During exercise your muscles work hard to lift a load. Whether it be resistance training or aerobic exercise, your muscles are under siege. Your body’s neural response to this load is to recruit muscle fibers to complete the task, but muscle fibers become tired rather quickly. This is due to muscle tissue’s main source of energy, called adenosine triphosphate, or ATP. As your muscles use up this energy source, they become tired and fatigued.
Resistance vs. Aerobic
Your muscles tire more quickly during a heavy weight training session compared to jogging because more ATP is used up when the stress of heavy weight training takes a toll on ATP stores in your muscle tissue. ATP is used up very quickly in your muscles, which is why you can’t do an unlimited number of bicep curls, for instance. At some point, your muscles tire and you can’t do another rep. Aerobic exercise, on the other hand, uses your body’s aerobic system to generate new ATP to fuel your muscles. Oxygen is the key ingredient that helps create new ATP to replenish the burned up ATP in your muscles. While efficient, your aerobic energy system is a slow process that kicks in several minutes after your workout begins.
Resting for a minute or two helps restore some, but not all, of the ATP stores in your muscle. This physiological process is referred to as your body’s phosphagen system. What happens here is your muscle tissue converts stored creatine into new ATP to power your muscles. While your muscles may still feel tired between sets, some muscle energy will get restored. This is why you are able to lift a load on your next set, although it may be a lower resistance.
Muscles on Fire
As muscle fatigue sets in during exercise and your ATP stores are fast diminishing, your muscles begin to produce an acidic environment known as acidosis. This is why your muscles burn during an intense bout of exercise. The release of lactate helps neutralize this burning effect and as your body naturally removes this lactate can actually help regenerate energy. By increasing your training volume and intensity, you can make this entire process in your body more efficient over time. Your muscles become more efficient at using lactate to reduce acidosis and converting lactate waste to energy.

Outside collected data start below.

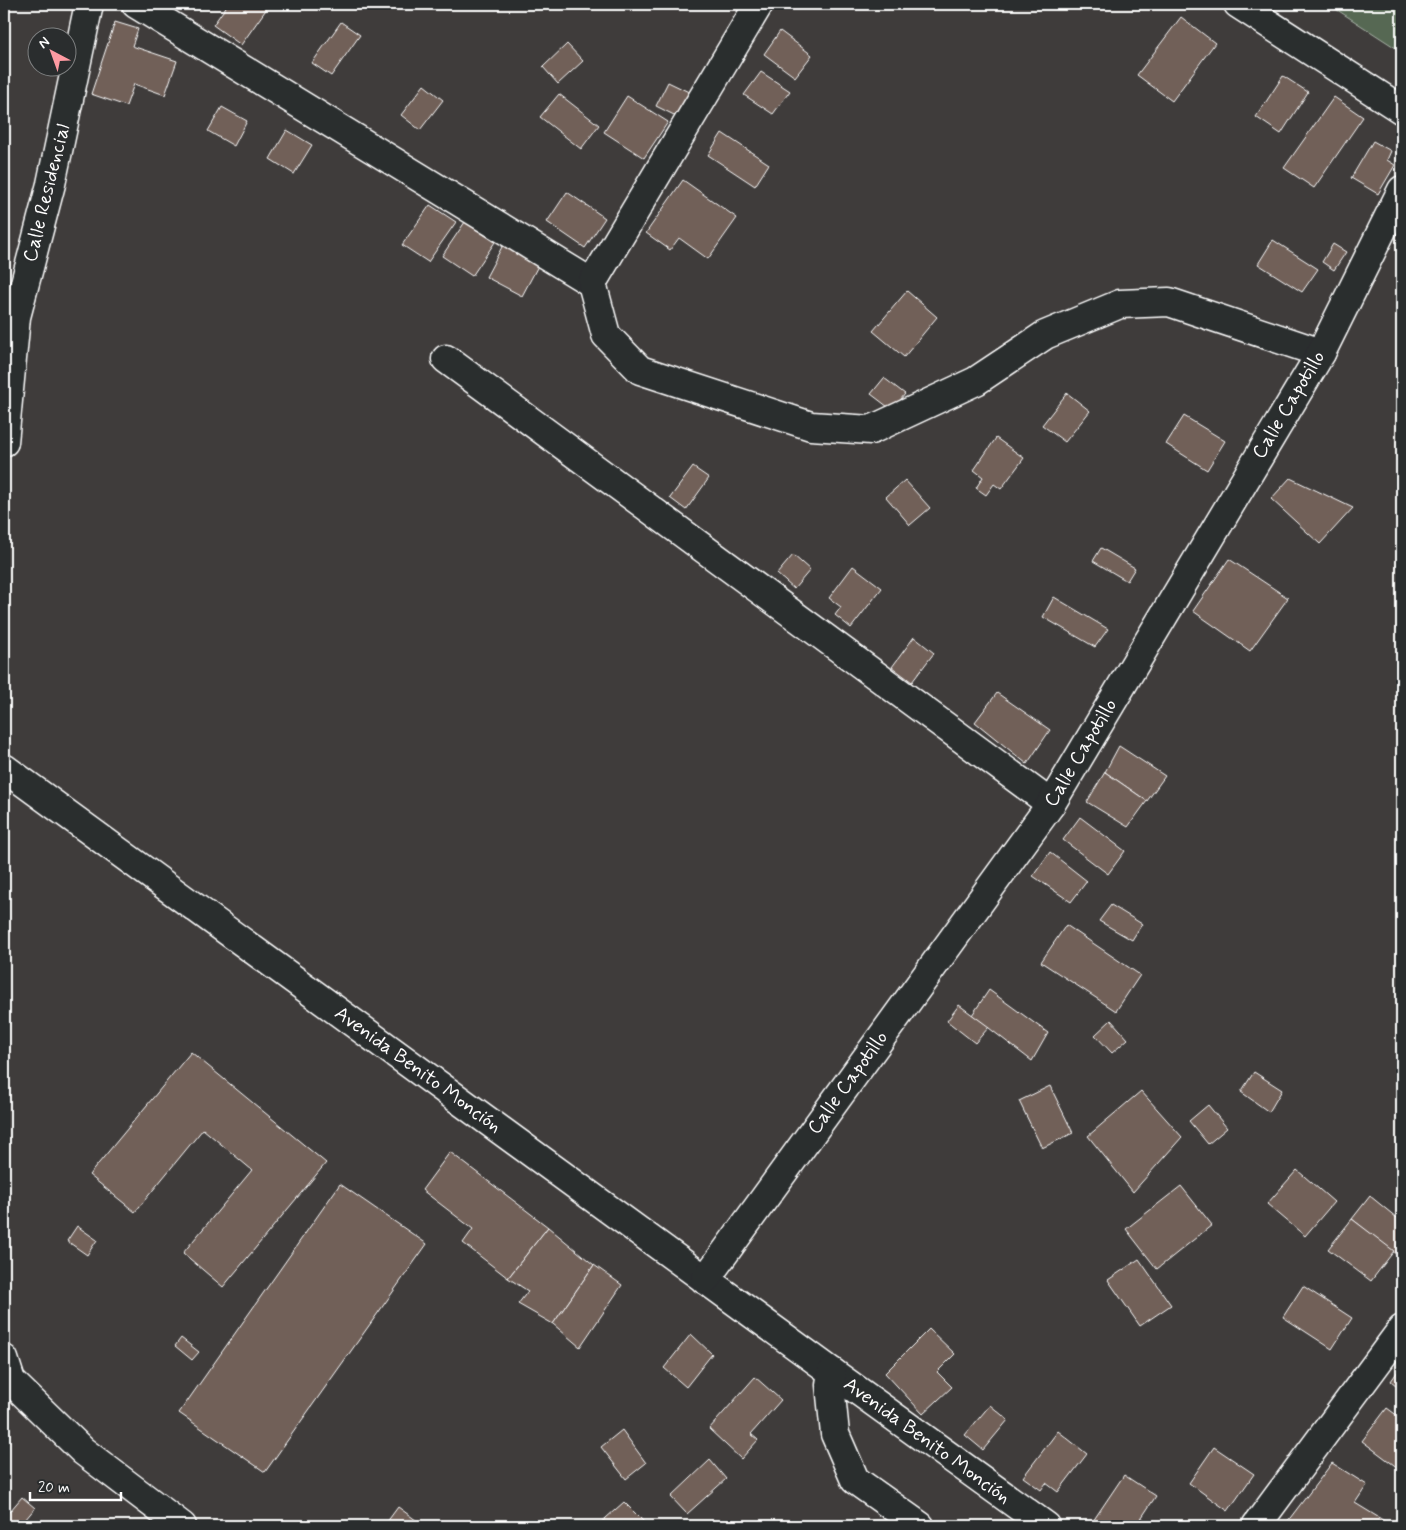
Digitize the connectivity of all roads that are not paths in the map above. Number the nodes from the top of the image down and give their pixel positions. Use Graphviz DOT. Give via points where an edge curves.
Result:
graph roads {
  1 [pos="89,4"];
  2 [pos="136,4"];
  3 [pos="759,4"];
  4 [pos="1238,4"];
  5 [pos="1402,110"];
  6 [pos="1402,190"];
  7 [pos="592,283"];
  8 [pos="10,315"];
  9 [pos="1321,353"];
  10 [pos="446,360"];
  11 [pos="4,442"];
  12 [pos="4,768"];
  13 [pos="1051,804"];
  14 [pos="705,1280"];
  15 [pos="1402,1329"];
  16 [pos="6,1372"];
  17 [pos="832,1372"];
  18 [pos="182,1526"];
  19 [pos="920,1526"];
  20 [pos="1046,1526"];
  21 [pos="1256,1526"];
  1 -- 8 [label="street, Calle Residencial" via="51,184"];
  2 -- 7 [label="street"];
  3 -- 7 [label="street"];
  4 -- 5 [label="street"];
  6 -- 9 [label="street, Calle Capotillo"];
  7 -- 9 [label="street" via="606,335 640,370 811,426 871,430 976,381 1045,335 1120,304 1169,302"];
  8 -- 11 [label="street, Calle Residencial"];
  9 -- 13 [label="street, Calle Capotillo"];
  10 -- 13 [label="street"];
  12 -- 14 [label="street, Avenida Benito Monción"];
  13 -- 14 [label="street, Calle Capotillo"];
  14 -- 17 [label="street, Avenida Benito Monción"];
  15 -- 21 [label="street"];
  16 -- 18 [label="street" via="83,1451"];
  17 -- 19 [label="street, Avenida Benito Monción" via="830,1384 836,1434 855,1480"];
  17 -- 20 [label="street, Avenida Benito Monción"];
}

More Muscle Means Less Fatigue
Your muscles will fatigue less often and for shorter durations if you increase your lean muscle mass. More muscle fibers means your body can handle bigger loads and for a longer duration. The optimal recipe for muscle growth includes exercising a muscle group with 12 to 20 total sets per workout, six to 12 reps per set, train to failure, eat 12 to 15 percent of your calories from protein, and sleep about eight hours per night. Don’t exercise the same muscle group two days in a row; this could lead to overtraining which won’t help your goal.